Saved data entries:
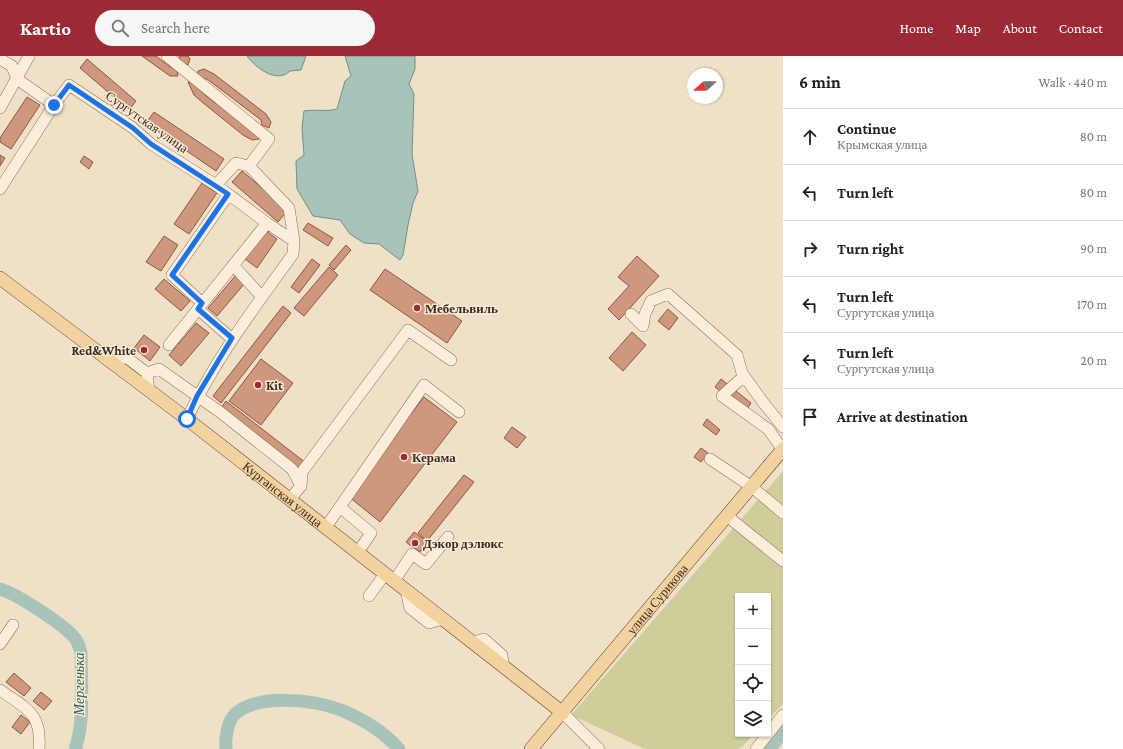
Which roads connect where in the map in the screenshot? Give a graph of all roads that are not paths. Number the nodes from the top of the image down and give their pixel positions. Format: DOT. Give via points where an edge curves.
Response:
graph roads {
  1 [pos="29,56"];
  2 [pos="167,56"];
  3 [pos="0,59"];
  4 [pos="17,79"];
  5 [pos="54,105"];
  6 [pos="0,108"];
  7 [pos="249,166"];
  8 [pos="216,186"];
  9 [pos="0,189"];
  10 [pos="228,194"];
  11 [pos="266,223"];
  12 [pos="294,241"];
  13 [pos="232,265"];
  14 [pos="0,278"];
  15 [pos="262,297"];
  16 [pos="200,306"];
  17 [pos="631,314"];
  18 [pos="232,338"];
  19 [pos="169,345"];
  20 [pos="451,360"];
  21 [pos="111,363"];
  22 [pos="147,373"];
  23 [pos="744,376"];
  24 [pos="149,391"];
  25 [pos="197,396"];
  26 [pos="459,412"];
  27 [pos="187,419"];
  28 [pos="783,427"];
  29 [pos="783,450"];
  30 [pos="710,459"];
  31 [pos="301,486"];
  32 [pos="752,487"];
  33 [pos="290,499"];
  34 [pos="340,507"];
  35 [pos="783,513"];
  36 [pos="727,516"];
  37 [pos="326,527"];
  38 [pos="448,537"];
  39 [pos="358,552"];
  40 [pos="783,561"];
  41 [pos="390,577"];
  42 [pos="369,596"];
  43 [pos="14,625"];
  44 [pos="0,644"];
  45 [pos="0,690"];
  46 [pos="563,713"];
  47 [pos="783,714"];
  48 [pos="771,730"];
  49 [pos="766,737"];
  50 [pos="39,749"];
  51 [pos="531,749"];
  52 [pos="599,749"];
  53 [pos="756,749"];
  1 -- 4 [label="street"];
  2 -- 7 [label="street" via="269,139"];
  3 -- 4 [label="street" via="12,66"];
  4 -- 5 [label="street"];
  4 -- 6 [label="street"];
  5 -- 8 [label="street, Сургутская улица" via="69,85 133,128 151,144"];
  5 -- 9 [label="street"];
  7 -- 8 [label="street" via="236,163"];
  7 -- 12 [label="street" via="289,208"];
  8 -- 10 [label="street, Сургутская улица"];
  10 -- 11 [label="street, Сургутская улица"];
  10 -- 16 [label="street" via="172,275"];
  11 -- 12 [label="street, Сургутская улица"];
  11 -- 13 [label="street"];
  12 -- 15 [label="street" via="293,254"];
  13 -- 15 [label="street"];
  13 -- 16 [label="street"];
  14 -- 21 [label="main road, Курганская улица"];
  15 -- 18 [label="street"];
  16 -- 18 [label="street"];
  16 -- 19 [label="street"];
  17 -- 23 [label="street" via="643,326 651,301 668,294 737,355"];
  18 -- 25 [label="street"];
  20 -- 31 [label="street" via="408,330 302,472"];
  21 -- 22 [label="street" via="126,357"];
  21 -- 24 [label="main road, Курганская улица"];
  22 -- 24 [label="street"];
  22 -- 25 [label="street" via="159,369"];
  23 -- 28 [label="street"];
  23 -- 29 [label="street" via="722,396 768,430"];
  24 -- 27 [label="main road, Курганская улица"];
  25 -- 27 [label="street"];
  25 -- 31 [label="street" via="292,469"];
  26 -- 34 [label="street" via="424,385"];
  27 -- 33 [label="main road, Курганская улица"];
  29 -- 32 [label="main road, улица Сурикова"];
  30 -- 32 [label="street"];
  31 -- 33 [label="street"];
  32 -- 35 [label="street"];
  32 -- 36 [label="main road, улица Сурикова"];
  33 -- 37 [label="main road, Курганская улица"];
  34 -- 37 [label="street"];
  34 -- 39 [label="street" via="371,533"];
  36 -- 40 [label="street"];
  36 -- 46 [label="main road, улица Сурикова"];
  37 -- 39 [label="main road, Курганская улица"];
  38 -- 41 [label="street" via="426,564 412,554"];
  39 -- 41 [label="main road, Курганская улица"];
  41 -- 42 [label="street"];
  41 -- 46 [label="main road, Курганская улица"];
  43 -- 44 [label="street"];
  45 -- 50 [label="street" via="27,709 36,720 40,734"];
  46 -- 51 [label="main road, улица Сурикова"];
  46 -- 52 [label="street"];
  47 -- 48 [label="street"];
  49 -- 53 [label="street"];
}
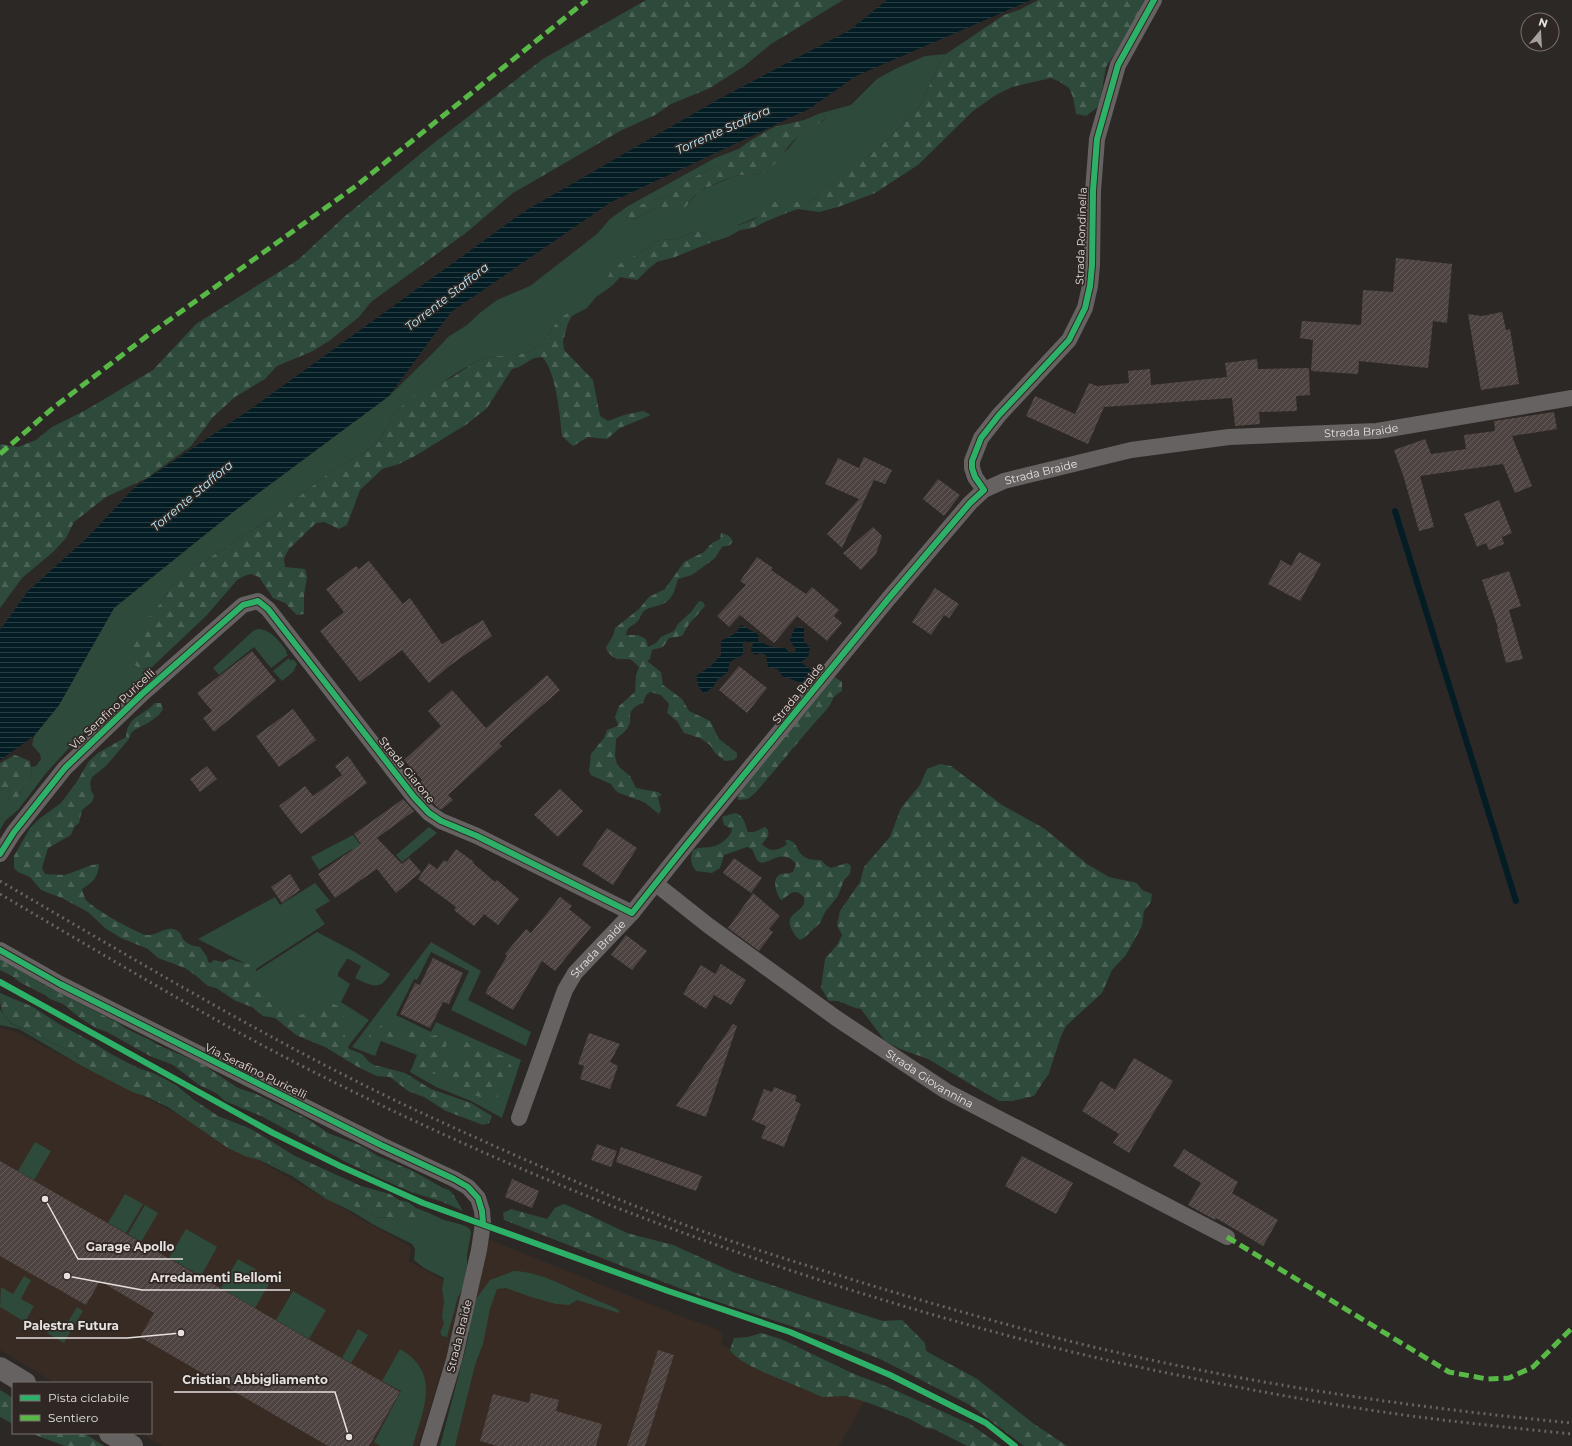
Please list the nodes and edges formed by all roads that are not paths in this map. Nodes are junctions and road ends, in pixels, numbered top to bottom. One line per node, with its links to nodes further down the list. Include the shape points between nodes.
1 (1154, 0): 3 (street, Strada Rondinella, via 1118,65 1097,139 1092,265 1085,308 1069,340 999,414 981,438 972,461 972,468)
2 (1572, 398): 3 (street, Strada Braide, via 1377,431 1229,437 1131,450 1004,481)
3 (984, 490): 6 (street, Strada Braide, via 889,598)
4 (258, 601): 5 (street, Via Serafino Puricelli, via 243,605 142,694 65,768 14,832); 7 (street, Strada Giarone, via 268,609 429,813 440,821 477,836)
5 (0, 854)
6 (656, 884): 7 (street, Strada Braide); 11 (street, Strada Giovannina, via 709,926 836,1018 946,1090)
7 (632, 913): 9 (street, Strada Braide, via 575,973 565,990)
8 (0, 950): 10 (street, Via Serafino Puricelli, via 60,984 454,1179 468,1187 478,1198)
9 (519, 1118)
10 (483, 1223): 16 (street, Strada Braide, via 454,1360)
11 (1227, 1237)
12 (0, 1368): 13 (main road)
13 (23, 1382)
14 (112, 1434): 15 (main road)
15 (132, 1446)
16 (428, 1446)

### [Exercise instructions]
Restate the records above in full, word for word. Keep pictures out.

### [Expected answer]
Which roads connect where in the map in the screenshot? Give a graph of all roads that are not paths. Number the nodes from the top of the image down and give their pixel positions. Format: DOT. Give via points where an edge curves.
Response:
graph roads {
  1 [pos="29,56"];
  2 [pos="167,56"];
  3 [pos="0,59"];
  4 [pos="17,79"];
  5 [pos="54,105"];
  6 [pos="0,108"];
  7 [pos="249,166"];
  8 [pos="216,186"];
  9 [pos="0,189"];
  10 [pos="228,194"];
  11 [pos="266,223"];
  12 [pos="294,241"];
  13 [pos="232,265"];
  14 [pos="0,278"];
  15 [pos="262,297"];
  16 [pos="200,306"];
  17 [pos="631,314"];
  18 [pos="232,338"];
  19 [pos="169,345"];
  20 [pos="451,360"];
  21 [pos="111,363"];
  22 [pos="147,373"];
  23 [pos="744,376"];
  24 [pos="149,391"];
  25 [pos="197,396"];
  26 [pos="459,412"];
  27 [pos="187,419"];
  28 [pos="783,427"];
  29 [pos="783,450"];
  30 [pos="710,459"];
  31 [pos="301,486"];
  32 [pos="752,487"];
  33 [pos="290,499"];
  34 [pos="340,507"];
  35 [pos="783,513"];
  36 [pos="727,516"];
  37 [pos="326,527"];
  38 [pos="448,537"];
  39 [pos="358,552"];
  40 [pos="783,561"];
  41 [pos="390,577"];
  42 [pos="369,596"];
  43 [pos="14,625"];
  44 [pos="0,644"];
  45 [pos="0,690"];
  46 [pos="563,713"];
  47 [pos="783,714"];
  48 [pos="771,730"];
  49 [pos="766,737"];
  50 [pos="39,749"];
  51 [pos="531,749"];
  52 [pos="599,749"];
  53 [pos="756,749"];
  1 -- 4 [label="street"];
  2 -- 7 [label="street" via="269,139"];
  3 -- 4 [label="street" via="12,66"];
  4 -- 5 [label="street"];
  4 -- 6 [label="street"];
  5 -- 8 [label="street, Сургутская улица" via="69,85 133,128 151,144"];
  5 -- 9 [label="street"];
  7 -- 8 [label="street" via="236,163"];
  7 -- 12 [label="street" via="289,208"];
  8 -- 10 [label="street, Сургутская улица"];
  10 -- 11 [label="street, Сургутская улица"];
  10 -- 16 [label="street" via="172,275"];
  11 -- 12 [label="street, Сургутская улица"];
  11 -- 13 [label="street"];
  12 -- 15 [label="street" via="293,254"];
  13 -- 15 [label="street"];
  13 -- 16 [label="street"];
  14 -- 21 [label="main road, Курганская улица"];
  15 -- 18 [label="street"];
  16 -- 18 [label="street"];
  16 -- 19 [label="street"];
  17 -- 23 [label="street" via="643,326 651,301 668,294 737,355"];
  18 -- 25 [label="street"];
  20 -- 31 [label="street" via="408,330 302,472"];
  21 -- 22 [label="street" via="126,357"];
  21 -- 24 [label="main road, Курганская улица"];
  22 -- 24 [label="street"];
  22 -- 25 [label="street" via="159,369"];
  23 -- 28 [label="street"];
  23 -- 29 [label="street" via="722,396 768,430"];
  24 -- 27 [label="main road, Курганская улица"];
  25 -- 27 [label="street"];
  25 -- 31 [label="street" via="292,469"];
  26 -- 34 [label="street" via="424,385"];
  27 -- 33 [label="main road, Курганская улица"];
  29 -- 32 [label="main road, улица Сурикова"];
  30 -- 32 [label="street"];
  31 -- 33 [label="street"];
  32 -- 35 [label="street"];
  32 -- 36 [label="main road, улица Сурикова"];
  33 -- 37 [label="main road, Курганская улица"];
  34 -- 37 [label="street"];
  34 -- 39 [label="street" via="371,533"];
  36 -- 40 [label="street"];
  36 -- 46 [label="main road, улица Сурикова"];
  37 -- 39 [label="main road, Курганская улица"];
  38 -- 41 [label="street" via="426,564 412,554"];
  39 -- 41 [label="main road, Курганская улица"];
  41 -- 42 [label="street"];
  41 -- 46 [label="main road, Курганская улица"];
  43 -- 44 [label="street"];
  45 -- 50 [label="street" via="27,709 36,720 40,734"];
  46 -- 51 [label="main road, улица Сурикова"];
  46 -- 52 [label="street"];
  47 -- 48 [label="street"];
  49 -- 53 [label="street"];
}
Please list the nodes and edges formed by all roads that are not paths in this map. Nodes are junctions and road ends, in pixels, numbered top to bottom. One line per node, with its links to nodes further down the list. Include the shape points between nodes.
1 (1154, 0): 3 (street, Strada Rondinella, via 1118,65 1097,139 1092,265 1085,308 1069,340 999,414 981,438 972,461 972,468)
2 (1572, 398): 3 (street, Strada Braide, via 1377,431 1229,437 1131,450 1004,481)
3 (984, 490): 6 (street, Strada Braide, via 889,598)
4 (258, 601): 5 (street, Via Serafino Puricelli, via 243,605 142,694 65,768 14,832); 7 (street, Strada Giarone, via 268,609 429,813 440,821 477,836)
5 (0, 854)
6 (656, 884): 7 (street, Strada Braide); 11 (street, Strada Giovannina, via 709,926 836,1018 946,1090)
7 (632, 913): 9 (street, Strada Braide, via 575,973 565,990)
8 (0, 950): 10 (street, Via Serafino Puricelli, via 60,984 454,1179 468,1187 478,1198)
9 (519, 1118)
10 (483, 1223): 16 (street, Strada Braide, via 454,1360)
11 (1227, 1237)
12 (0, 1368): 13 (main road)
13 (23, 1382)
14 (112, 1434): 15 (main road)
15 (132, 1446)
16 (428, 1446)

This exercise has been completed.